>>

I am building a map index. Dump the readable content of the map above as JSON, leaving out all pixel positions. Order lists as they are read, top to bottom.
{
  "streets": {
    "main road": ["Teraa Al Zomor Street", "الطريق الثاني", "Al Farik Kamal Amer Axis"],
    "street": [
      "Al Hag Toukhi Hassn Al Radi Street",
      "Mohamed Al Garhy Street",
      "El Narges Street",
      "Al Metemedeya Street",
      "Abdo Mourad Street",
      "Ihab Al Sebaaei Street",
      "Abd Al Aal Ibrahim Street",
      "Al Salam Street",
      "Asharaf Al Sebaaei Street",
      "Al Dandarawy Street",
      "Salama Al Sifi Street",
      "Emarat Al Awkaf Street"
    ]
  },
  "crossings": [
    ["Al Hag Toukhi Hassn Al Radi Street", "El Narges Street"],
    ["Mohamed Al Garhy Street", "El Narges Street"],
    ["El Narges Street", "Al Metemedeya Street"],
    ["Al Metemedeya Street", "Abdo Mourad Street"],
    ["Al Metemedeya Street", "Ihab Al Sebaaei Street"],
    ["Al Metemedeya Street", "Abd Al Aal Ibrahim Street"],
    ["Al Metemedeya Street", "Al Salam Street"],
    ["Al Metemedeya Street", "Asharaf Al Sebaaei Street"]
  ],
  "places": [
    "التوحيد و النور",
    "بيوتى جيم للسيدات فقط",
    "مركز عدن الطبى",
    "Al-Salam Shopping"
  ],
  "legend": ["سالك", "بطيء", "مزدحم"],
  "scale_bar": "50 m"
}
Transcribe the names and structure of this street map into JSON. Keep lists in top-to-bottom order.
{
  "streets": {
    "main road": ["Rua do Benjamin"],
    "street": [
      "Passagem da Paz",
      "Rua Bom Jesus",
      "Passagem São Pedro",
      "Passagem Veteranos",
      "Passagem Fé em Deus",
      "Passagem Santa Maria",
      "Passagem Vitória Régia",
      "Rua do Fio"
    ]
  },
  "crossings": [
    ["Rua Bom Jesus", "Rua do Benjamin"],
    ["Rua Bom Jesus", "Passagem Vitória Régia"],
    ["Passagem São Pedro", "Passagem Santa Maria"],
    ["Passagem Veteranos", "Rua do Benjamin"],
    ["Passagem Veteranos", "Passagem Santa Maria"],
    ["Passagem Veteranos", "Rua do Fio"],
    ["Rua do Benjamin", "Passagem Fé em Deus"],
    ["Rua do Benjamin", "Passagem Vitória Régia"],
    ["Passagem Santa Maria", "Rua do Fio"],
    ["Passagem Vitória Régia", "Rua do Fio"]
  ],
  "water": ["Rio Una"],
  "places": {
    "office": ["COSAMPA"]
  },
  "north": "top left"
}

<<

TASK REQUIREMENTS: Please copy out the records exactly as they appear.

RESULT FOR THIS EXERCISE:
I am building a map index. Dump the readable content of the map above as JSON, leaving out all pixel positions. Order lists as they are read, top to bottom.
{
  "streets": {
    "main road": ["Teraa Al Zomor Street", "الطريق الثاني", "Al Farik Kamal Amer Axis"],
    "street": [
      "Al Hag Toukhi Hassn Al Radi Street",
      "Mohamed Al Garhy Street",
      "El Narges Street",
      "Al Metemedeya Street",
      "Abdo Mourad Street",
      "Ihab Al Sebaaei Street",
      "Abd Al Aal Ibrahim Street",
      "Al Salam Street",
      "Asharaf Al Sebaaei Street",
      "Al Dandarawy Street",
      "Salama Al Sifi Street",
      "Emarat Al Awkaf Street"
    ]
  },
  "crossings": [
    ["Al Hag Toukhi Hassn Al Radi Street", "El Narges Street"],
    ["Mohamed Al Garhy Street", "El Narges Street"],
    ["El Narges Street", "Al Metemedeya Street"],
    ["Al Metemedeya Street", "Abdo Mourad Street"],
    ["Al Metemedeya Street", "Ihab Al Sebaaei Street"],
    ["Al Metemedeya Street", "Abd Al Aal Ibrahim Street"],
    ["Al Metemedeya Street", "Al Salam Street"],
    ["Al Metemedeya Street", "Asharaf Al Sebaaei Street"]
  ],
  "places": [
    "التوحيد و النور",
    "بيوتى جيم للسيدات فقط",
    "مركز عدن الطبى",
    "Al-Salam Shopping"
  ],
  "legend": ["سالك", "بطيء", "مزدحم"],
  "scale_bar": "50 m"
}
Transcribe the names and structure of this street map into JSON. Keep lists in top-to-bottom order.
{
  "streets": {
    "main road": ["Rua do Benjamin"],
    "street": [
      "Passagem da Paz",
      "Rua Bom Jesus",
      "Passagem São Pedro",
      "Passagem Veteranos",
      "Passagem Fé em Deus",
      "Passagem Santa Maria",
      "Passagem Vitória Régia",
      "Rua do Fio"
    ]
  },
  "crossings": [
    ["Rua Bom Jesus", "Rua do Benjamin"],
    ["Rua Bom Jesus", "Passagem Vitória Régia"],
    ["Passagem São Pedro", "Passagem Santa Maria"],
    ["Passagem Veteranos", "Rua do Benjamin"],
    ["Passagem Veteranos", "Passagem Santa Maria"],
    ["Passagem Veteranos", "Rua do Fio"],
    ["Rua do Benjamin", "Passagem Fé em Deus"],
    ["Rua do Benjamin", "Passagem Vitória Régia"],
    ["Passagem Santa Maria", "Rua do Fio"],
    ["Passagem Vitória Régia", "Rua do Fio"]
  ],
  "water": ["Rio Una"],
  "places": {
    "office": ["COSAMPA"]
  },
  "north": "top left"
}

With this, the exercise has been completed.